After taking a leave for five years and resigning from the present state committee membership from the party, Nettooran starts contract works business. Through his tireless work and dedication he becomes a wealthy businessman.

Meanwhile, D.K. and Sethulakshmi who are still ministers have a conflict in their family life. The illicit relationship that D.K. had with Stella is exposed to Sethulakshmi and she protests. The film ends with D.K.'s death, and Nettooran saluting his grave.

== Cast ==
- Mohanlal as Nettoor Stephen (Nettooran): Mohanlal plays the title character of Nettooran, a Communist Party activist turned wealthy industrialist. Nettooran marries Annakkutti, who is the only daughter Medayil Ittichan, an elite Christian landlord.
- Murali as D.K. Antony: Murali portrays Sakhavu (Comrade) D.K. Antony, Nettooran's close friend and confidante, who is the son of a lawyer, but becomes a Communist Party activist alongside Nettooran and Sethulakshmi. He later becomes the industries minister in the state legislative assembly, in the first elected Communist government. He is married to Sethulakshmi, but has a child in his one-night relationship with Stella. Mammootty was initially considered for the role.
- Geetha as Sethulakshmi: Geetha plays Sakhavu Sethulakshmi, an early day party activist, who, along with Nettooran and D.K, formed the most powerful trinity among party activists. She falls in love with and marries D.K., and later becomes the Home Minister of the State.
- Urvashi as Annakkutty: Annakkutty is Nettooran's wife. She elopes with Nettooran from her well off family against their wish.
- Rekha as Stella: Stella is tragic character, who has an illegitimate child from her brief relationship with Sakhavu D.K.
- Madhu as Medayil Ittichan: Veteran actor Madhu portrays Ittichan, a rich landlord, under whom Nettooran was employed, running his press.

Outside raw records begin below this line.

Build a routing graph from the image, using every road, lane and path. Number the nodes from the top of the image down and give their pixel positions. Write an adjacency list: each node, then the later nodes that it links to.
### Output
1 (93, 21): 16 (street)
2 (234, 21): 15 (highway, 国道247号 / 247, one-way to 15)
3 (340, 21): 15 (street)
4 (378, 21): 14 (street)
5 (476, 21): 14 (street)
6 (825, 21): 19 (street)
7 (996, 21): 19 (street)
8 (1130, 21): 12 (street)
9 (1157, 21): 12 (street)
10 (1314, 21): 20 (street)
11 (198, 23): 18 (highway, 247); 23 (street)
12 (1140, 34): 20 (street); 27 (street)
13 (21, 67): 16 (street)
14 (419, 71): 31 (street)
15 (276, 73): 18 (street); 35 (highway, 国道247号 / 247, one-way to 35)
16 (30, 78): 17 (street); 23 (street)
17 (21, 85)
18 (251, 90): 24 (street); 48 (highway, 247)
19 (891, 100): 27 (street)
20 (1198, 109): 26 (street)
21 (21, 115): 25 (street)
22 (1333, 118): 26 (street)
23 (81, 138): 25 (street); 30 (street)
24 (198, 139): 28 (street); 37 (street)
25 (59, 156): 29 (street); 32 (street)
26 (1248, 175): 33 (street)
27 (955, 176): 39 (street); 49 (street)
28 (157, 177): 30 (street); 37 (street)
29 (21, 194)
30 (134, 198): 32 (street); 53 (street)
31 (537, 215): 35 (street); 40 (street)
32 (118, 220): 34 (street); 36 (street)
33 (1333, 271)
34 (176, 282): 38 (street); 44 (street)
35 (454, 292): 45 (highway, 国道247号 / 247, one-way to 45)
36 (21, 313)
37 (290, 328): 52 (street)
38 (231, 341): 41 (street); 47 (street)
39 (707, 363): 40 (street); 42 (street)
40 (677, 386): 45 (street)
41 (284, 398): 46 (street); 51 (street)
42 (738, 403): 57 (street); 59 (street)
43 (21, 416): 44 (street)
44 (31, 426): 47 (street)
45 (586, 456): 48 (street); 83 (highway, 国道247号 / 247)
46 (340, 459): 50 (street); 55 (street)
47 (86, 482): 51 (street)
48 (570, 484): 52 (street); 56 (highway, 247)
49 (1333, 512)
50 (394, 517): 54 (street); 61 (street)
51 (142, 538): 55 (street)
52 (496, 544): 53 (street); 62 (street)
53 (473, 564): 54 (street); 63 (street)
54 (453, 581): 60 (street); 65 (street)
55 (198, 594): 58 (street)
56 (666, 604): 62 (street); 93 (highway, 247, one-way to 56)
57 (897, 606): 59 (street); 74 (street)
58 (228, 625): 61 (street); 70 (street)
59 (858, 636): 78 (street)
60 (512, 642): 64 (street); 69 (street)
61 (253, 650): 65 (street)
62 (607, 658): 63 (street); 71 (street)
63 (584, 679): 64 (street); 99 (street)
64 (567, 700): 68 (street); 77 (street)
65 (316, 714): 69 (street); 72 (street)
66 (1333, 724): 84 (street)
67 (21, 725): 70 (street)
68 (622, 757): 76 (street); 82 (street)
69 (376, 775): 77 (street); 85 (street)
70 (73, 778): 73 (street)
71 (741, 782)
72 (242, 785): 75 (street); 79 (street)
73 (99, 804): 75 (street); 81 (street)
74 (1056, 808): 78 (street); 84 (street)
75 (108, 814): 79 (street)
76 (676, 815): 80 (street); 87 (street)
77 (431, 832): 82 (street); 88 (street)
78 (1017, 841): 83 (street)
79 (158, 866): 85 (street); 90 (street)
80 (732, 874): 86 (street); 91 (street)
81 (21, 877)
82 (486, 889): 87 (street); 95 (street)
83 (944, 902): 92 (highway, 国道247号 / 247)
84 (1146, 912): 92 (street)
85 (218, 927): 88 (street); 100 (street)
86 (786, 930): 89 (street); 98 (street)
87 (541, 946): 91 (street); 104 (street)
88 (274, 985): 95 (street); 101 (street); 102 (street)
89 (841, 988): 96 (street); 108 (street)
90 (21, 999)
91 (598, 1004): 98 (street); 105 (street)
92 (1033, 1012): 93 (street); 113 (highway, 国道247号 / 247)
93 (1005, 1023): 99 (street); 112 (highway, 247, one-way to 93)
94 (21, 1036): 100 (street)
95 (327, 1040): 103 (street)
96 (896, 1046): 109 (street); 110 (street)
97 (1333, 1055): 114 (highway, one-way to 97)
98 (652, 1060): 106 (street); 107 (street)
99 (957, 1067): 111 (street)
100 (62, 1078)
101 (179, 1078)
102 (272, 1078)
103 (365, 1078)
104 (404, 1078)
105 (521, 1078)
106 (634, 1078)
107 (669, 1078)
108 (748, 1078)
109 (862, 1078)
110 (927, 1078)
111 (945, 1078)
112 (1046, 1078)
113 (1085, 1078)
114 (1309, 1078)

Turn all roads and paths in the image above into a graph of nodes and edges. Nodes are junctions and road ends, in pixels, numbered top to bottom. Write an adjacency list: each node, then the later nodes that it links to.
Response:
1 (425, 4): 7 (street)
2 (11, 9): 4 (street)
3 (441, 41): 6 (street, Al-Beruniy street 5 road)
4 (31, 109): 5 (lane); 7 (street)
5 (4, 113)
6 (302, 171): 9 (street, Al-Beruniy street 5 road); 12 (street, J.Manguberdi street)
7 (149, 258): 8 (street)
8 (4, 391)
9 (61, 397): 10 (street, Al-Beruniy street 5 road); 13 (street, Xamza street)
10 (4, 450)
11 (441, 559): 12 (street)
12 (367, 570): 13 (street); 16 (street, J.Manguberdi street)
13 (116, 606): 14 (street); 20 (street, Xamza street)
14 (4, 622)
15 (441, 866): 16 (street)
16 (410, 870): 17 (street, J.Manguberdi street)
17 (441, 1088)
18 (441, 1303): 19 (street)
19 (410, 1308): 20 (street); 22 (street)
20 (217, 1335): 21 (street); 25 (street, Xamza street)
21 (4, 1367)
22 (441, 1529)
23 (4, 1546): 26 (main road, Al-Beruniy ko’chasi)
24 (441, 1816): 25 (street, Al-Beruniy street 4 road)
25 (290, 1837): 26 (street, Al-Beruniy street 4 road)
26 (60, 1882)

Ittichan disowns his daughter Annakkutty, evidently not wholeheartedly, when she elopes with Nettooran.
- Jagathy Sreekumar as Unnithan: Unnithan is a trusty assistant to Nettooran, and was a Party activist along with Nettooran and D.K. in the early days.
- Nedumudi Venu as Father Felix: Father Felix is the priest in charge of the congregation to which the Medayil family belongs to. He marries Annakkutty and Nettooran, ignoring protests from his flock.
- Karamana Janardanan Nair as Janardanan Potty: Potty is a senior Party leader, who goes on to become the Chief Minister of the first Communist government of Kerala.
- Lalu Alex as Medayil Avaran Kutty: Avaran Kutty is Annakkutty's short tempered older brother, who despises Nettooran, whose relationship with his sister he opposed vehemently.
- Janardhanan as Kannan Muthalali: Kannan Muthalali is a shrewd businessman who pretends to be a well-wisher of the Party, expecting business returns.
- Vineeth as Medayil Josekutty
- Vijayaraghavan as Medayil Kariyakutty
- Thikkurissy Sukumaran Nair as Thirumulpad
- Zainuddin as Ayyappan Thampi
- Ashokan as Madhavan, a minor antagonist who dislikes Nettooran
- K. P. A. C. Sunny
- Sukumari as Chettathi
- Kuthiravattam Pappu as Noor
- Rajan P. Dev as Idiyan Karthavu
- Nimmi Paul

== Music ==
The film's score was composed by C. Rajamani while the 4 songs featured in the film were composed by Raveendran with Lyrics by O. N. V. Kurup.

| # | Title | Singer(s) |
|---|---|---|
| 1 | "Aadi Druthapada Thaalam" | K. J. Yesudas |
| 2 | "Aaro Porunnen Koode" | M. G. Sreekumar, Sujatha Mohan, Raveendran |
| 3 | "Lalsalam" | K. J. Yesudas |
| 4 | "Saandramaam Mounathin" | K. J. Yesudas |

==Prequel==
Rakthasakshikal Sindabad (1998) is a prequel to this film.